Manía persecutoria, fragmento de «La conquista de la felicidad», de Bertrand Russell

Obra publicada en 1930.

 No se centra en la salud mental, pero es un tratamiento clásico de la que era sin  duda una de las cuestiones centrales (cuando no la esencial) de la historia de la filosofía: la felicidad y su consecución. Hoy el título nos puede chirriar por sus ecos a la autoayuda y las pestes que trajo consigo la new age, sin embargo, y pese a que hay muchas cuestiones desfasadas por el paso de los años, es un tratado lleno de sentido común y lucidez. El pensamiento como lugar desde el que abordar el sufrimiento y las miserias humanas ofrece libertad y responsabilidad, frente a la delegación en los expertos que se propugna hoy en día desde universidades, medios de comunicación y consultas. Mirarse adentro siempre ha sido un sano ejercicio…

[…] En sus modalidades más extremas, la manía persecutoria es una forma reconocida de locura. Algunas personas imaginan que otras quieren matarlas, meterlas en la cárcel o hacerles algún otro daño grave. A menudo, el deseo de protegerse contra los perseguidores imaginarios las empuja a actos de violencia, que hacen necesario restringir su libertad. Como otras muchas formas de locura, esto no es más que una exageración de una tendencia que no es nada infrecuente en personas consideradas normales. No es mi intención comentar las formas extremas, que son competencia del psiquiatra. Son las formas más suaves las que quiero considerar, porque son una causa muy frecuente de infelicidad y porque, como no llegan al grado de ocasionar una demencia manifiesta, puede tratarlas el paciente mismo, con tal de que se le pueda convencer de que diagnostique correctamente su trastorno y acepte que sus orígenes están en él mismo y no en la supuesta hostilidad o malevolencia de otros.

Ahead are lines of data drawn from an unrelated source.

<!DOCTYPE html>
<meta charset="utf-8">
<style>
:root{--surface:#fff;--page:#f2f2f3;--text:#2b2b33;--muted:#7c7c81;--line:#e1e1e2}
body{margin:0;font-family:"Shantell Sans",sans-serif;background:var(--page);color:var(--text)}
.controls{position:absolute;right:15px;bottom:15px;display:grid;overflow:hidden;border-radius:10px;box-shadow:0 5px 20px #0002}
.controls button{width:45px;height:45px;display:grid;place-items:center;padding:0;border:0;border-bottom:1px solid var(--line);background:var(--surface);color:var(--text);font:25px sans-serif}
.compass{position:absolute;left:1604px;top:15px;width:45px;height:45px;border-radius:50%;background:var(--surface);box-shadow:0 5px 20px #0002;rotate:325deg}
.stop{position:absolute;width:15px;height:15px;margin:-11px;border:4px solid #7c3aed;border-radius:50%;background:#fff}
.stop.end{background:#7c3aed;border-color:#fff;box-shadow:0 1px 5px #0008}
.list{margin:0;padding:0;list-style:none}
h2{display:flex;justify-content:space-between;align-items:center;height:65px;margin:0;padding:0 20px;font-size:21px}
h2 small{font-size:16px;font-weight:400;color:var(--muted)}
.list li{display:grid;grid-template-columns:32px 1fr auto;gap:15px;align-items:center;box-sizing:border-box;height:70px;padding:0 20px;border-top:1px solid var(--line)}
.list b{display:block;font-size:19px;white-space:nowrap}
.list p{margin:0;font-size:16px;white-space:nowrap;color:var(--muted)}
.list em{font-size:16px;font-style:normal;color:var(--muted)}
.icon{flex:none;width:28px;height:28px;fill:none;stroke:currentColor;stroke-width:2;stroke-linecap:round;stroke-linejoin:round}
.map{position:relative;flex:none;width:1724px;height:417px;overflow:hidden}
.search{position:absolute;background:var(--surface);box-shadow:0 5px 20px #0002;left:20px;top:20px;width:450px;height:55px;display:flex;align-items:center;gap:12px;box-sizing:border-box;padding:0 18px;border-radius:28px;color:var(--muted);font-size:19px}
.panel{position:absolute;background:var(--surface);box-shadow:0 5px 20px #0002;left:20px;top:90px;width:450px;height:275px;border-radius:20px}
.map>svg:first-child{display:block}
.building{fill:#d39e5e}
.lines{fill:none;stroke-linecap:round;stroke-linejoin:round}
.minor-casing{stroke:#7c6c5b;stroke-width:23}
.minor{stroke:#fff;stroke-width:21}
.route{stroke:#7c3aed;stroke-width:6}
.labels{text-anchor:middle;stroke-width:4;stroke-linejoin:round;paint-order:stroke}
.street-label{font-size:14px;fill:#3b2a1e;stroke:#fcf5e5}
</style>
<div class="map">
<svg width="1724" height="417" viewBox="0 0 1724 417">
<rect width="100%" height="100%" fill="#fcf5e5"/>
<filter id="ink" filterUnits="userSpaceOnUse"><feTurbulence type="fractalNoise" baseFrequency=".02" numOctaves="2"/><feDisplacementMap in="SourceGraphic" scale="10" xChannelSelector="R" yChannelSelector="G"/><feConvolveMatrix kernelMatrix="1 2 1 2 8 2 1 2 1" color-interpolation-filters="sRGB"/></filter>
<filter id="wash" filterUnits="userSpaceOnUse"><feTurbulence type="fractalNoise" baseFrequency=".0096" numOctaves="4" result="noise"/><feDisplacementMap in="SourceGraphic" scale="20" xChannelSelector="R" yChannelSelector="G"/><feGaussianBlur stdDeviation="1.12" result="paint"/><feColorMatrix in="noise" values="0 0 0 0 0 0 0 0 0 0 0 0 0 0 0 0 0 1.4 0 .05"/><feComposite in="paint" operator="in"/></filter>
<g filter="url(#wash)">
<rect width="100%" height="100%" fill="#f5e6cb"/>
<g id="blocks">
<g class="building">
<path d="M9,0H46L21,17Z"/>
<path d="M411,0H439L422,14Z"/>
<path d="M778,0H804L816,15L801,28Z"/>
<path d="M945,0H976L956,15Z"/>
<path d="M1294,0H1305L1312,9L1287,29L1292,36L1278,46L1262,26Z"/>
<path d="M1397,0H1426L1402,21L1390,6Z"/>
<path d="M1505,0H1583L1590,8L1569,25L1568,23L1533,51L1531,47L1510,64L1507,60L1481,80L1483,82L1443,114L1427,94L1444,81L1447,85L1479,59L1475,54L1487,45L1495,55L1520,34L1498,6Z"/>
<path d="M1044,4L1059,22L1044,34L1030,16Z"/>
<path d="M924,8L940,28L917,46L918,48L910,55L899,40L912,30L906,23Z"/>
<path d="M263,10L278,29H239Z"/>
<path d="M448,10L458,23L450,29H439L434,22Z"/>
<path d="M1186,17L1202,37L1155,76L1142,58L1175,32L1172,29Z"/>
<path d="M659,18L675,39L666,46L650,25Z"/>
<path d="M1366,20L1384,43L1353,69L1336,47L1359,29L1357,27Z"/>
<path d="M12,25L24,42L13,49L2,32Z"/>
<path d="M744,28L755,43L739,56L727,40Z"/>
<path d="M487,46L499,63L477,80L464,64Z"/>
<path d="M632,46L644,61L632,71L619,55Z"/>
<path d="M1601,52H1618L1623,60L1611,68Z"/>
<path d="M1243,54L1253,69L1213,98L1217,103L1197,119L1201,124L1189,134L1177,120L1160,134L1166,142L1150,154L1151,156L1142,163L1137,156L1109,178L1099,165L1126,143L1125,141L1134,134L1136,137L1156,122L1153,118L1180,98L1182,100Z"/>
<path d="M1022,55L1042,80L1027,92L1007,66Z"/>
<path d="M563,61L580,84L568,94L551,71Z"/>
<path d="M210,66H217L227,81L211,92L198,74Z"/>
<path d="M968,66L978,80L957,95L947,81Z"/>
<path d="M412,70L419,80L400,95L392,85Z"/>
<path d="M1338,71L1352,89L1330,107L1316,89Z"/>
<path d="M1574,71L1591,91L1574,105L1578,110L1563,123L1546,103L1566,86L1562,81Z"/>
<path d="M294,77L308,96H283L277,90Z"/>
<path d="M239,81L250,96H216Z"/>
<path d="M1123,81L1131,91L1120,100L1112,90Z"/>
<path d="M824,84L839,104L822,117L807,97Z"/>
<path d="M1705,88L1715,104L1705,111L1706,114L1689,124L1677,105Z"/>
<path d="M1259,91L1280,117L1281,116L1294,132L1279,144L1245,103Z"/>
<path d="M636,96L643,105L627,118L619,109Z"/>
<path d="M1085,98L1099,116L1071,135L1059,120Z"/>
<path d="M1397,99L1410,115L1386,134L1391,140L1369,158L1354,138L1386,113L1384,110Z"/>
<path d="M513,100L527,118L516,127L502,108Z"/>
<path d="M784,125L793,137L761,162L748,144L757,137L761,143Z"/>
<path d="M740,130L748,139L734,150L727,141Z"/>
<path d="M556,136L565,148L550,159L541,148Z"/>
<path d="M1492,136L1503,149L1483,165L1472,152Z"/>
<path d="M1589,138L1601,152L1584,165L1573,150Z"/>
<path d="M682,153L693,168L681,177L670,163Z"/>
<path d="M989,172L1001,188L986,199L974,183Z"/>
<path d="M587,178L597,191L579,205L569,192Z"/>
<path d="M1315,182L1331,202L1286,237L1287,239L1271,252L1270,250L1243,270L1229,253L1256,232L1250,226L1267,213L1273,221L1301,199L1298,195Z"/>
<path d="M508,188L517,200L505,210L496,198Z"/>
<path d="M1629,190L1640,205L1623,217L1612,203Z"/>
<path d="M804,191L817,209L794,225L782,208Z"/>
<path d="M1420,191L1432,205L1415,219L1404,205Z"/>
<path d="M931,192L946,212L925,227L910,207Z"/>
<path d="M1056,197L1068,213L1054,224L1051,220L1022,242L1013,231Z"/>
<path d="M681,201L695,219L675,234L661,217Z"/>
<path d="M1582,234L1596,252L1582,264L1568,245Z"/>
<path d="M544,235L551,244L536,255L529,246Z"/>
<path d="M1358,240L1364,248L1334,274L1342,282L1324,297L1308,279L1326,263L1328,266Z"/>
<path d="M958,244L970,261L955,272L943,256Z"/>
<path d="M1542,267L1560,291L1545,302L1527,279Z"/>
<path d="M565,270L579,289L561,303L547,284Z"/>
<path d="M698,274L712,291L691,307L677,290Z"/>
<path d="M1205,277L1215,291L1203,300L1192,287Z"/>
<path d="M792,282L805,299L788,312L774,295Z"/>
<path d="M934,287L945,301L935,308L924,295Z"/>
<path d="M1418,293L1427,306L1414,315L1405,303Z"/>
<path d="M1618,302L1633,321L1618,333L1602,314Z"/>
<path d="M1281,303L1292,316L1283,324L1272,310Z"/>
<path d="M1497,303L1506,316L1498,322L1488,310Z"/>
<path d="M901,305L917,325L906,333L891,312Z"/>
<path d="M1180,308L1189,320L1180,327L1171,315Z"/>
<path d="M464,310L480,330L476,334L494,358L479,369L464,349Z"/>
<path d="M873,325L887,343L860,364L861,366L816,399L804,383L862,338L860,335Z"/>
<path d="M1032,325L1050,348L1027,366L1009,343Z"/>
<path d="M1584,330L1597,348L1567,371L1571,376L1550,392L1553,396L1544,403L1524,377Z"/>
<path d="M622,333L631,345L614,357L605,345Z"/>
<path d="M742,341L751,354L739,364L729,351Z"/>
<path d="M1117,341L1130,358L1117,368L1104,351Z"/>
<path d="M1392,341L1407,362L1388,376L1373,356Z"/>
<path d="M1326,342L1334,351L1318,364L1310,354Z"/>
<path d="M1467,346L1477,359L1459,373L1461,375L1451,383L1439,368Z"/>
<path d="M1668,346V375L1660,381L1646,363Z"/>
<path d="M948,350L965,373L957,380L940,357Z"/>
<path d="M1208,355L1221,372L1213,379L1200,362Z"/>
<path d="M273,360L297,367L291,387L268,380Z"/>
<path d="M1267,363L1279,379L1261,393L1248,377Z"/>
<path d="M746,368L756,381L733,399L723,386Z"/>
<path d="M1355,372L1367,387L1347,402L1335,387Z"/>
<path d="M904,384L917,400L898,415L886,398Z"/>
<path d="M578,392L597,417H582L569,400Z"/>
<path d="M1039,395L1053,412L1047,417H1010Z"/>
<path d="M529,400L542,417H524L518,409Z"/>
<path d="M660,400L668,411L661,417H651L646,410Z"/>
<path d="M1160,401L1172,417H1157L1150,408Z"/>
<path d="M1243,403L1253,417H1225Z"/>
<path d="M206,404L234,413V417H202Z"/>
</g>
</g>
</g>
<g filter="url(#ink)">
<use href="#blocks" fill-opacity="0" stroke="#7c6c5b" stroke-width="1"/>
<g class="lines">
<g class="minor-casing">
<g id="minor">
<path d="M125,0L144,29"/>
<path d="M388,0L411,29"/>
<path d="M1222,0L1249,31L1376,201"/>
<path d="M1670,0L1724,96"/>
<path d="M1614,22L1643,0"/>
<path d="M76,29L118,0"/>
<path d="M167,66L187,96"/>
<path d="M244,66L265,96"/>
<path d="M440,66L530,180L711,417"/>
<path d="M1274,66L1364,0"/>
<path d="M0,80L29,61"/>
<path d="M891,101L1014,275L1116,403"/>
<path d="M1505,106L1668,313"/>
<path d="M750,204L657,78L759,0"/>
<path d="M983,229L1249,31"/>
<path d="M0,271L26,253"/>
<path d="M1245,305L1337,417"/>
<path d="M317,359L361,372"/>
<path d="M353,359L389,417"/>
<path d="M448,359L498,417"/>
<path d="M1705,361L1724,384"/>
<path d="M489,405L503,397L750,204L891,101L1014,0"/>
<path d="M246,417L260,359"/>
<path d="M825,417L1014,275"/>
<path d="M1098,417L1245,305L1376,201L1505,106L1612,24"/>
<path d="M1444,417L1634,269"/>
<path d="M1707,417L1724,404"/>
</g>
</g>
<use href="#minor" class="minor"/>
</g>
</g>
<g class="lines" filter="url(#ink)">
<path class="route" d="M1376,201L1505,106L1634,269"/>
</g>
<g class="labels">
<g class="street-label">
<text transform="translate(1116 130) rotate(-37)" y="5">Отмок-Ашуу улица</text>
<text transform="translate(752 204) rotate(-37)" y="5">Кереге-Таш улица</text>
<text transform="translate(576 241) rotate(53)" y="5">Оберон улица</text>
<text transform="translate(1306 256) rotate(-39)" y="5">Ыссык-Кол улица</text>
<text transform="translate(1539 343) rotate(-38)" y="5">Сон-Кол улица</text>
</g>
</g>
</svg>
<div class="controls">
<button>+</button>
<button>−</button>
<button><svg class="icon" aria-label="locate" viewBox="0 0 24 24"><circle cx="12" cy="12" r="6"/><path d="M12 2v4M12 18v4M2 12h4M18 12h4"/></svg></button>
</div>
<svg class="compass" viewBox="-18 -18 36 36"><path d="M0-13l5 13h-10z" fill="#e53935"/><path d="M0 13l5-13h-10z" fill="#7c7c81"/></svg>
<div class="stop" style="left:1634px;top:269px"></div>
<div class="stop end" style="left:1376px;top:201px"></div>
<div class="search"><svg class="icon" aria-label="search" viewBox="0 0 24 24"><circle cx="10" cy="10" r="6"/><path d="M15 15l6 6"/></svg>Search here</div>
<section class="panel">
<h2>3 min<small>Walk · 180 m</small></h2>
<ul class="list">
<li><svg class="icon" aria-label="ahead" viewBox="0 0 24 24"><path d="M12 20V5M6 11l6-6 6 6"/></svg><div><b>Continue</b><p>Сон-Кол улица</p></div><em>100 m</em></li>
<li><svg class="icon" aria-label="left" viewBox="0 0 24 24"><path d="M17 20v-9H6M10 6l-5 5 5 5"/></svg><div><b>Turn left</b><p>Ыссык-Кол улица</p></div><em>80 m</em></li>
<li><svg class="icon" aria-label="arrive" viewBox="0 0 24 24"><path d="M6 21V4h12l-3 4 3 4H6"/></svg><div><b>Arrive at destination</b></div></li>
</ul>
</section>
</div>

Todos conocemos a ese tipo de persona, hombre o mujer, que, según sus propias explicaciones, es víctima constante de ingratitudes, malos tratos y traiciones. A menudo, las personas de esta clase resultan muy creíbles y se ganan las simpatías de los que no las conocen desde hace mucho. Por regla general, no hay nada inherentemente inverosímil en cada historia que cuentan. Es indudable que a veces se dan las clases de malos tratos de las que ellos se quejan. Lo que acaba por despertar las sospechas del oyente es la multitud de malas personas que el sufridor ha tenido la desgracia de encontrar. Según la ley de probabilidades, las diferentes personas que viven en una determinada sociedad sufrirán, a lo largo de su vida, más o menos la misma cantidad de malos tratos. Si una persona de cierto ambiente asegura ser víctima de un maltrato universal, lo más probable es que la causa esté en ella misma, y que o bien se imagina afrentas que en realidad no ha sufrido, o bien se comporta inconscientemente de tal manera que provoca una irritación incontrolable. Por eso, la gente experimentada no se fía de los que, según ellos, son invariablemente maltratados por el mundo; y con su falta de simpatía tienden a confirmar a esos desdichados su opinión de que todo el mundo está contra ellos. En realidad, se trata de un problema difícil, porque se agudiza tanto con la simpatía como con la falta de ella. La persona con tendencia a la manía persecutoria, cuando ve que le creen una de sus historias de mala suerte, la adorna hasta rozar los límites de la credibilidad; en cambio, si ve que no la creen, ya tiene otra muestra de la curiosa malevolencia de la humanidad para con ella. La enfermedad solo se puede tratar con comprensión, y esta comprensión hay que transmitírsela al paciente para que sirva de algo.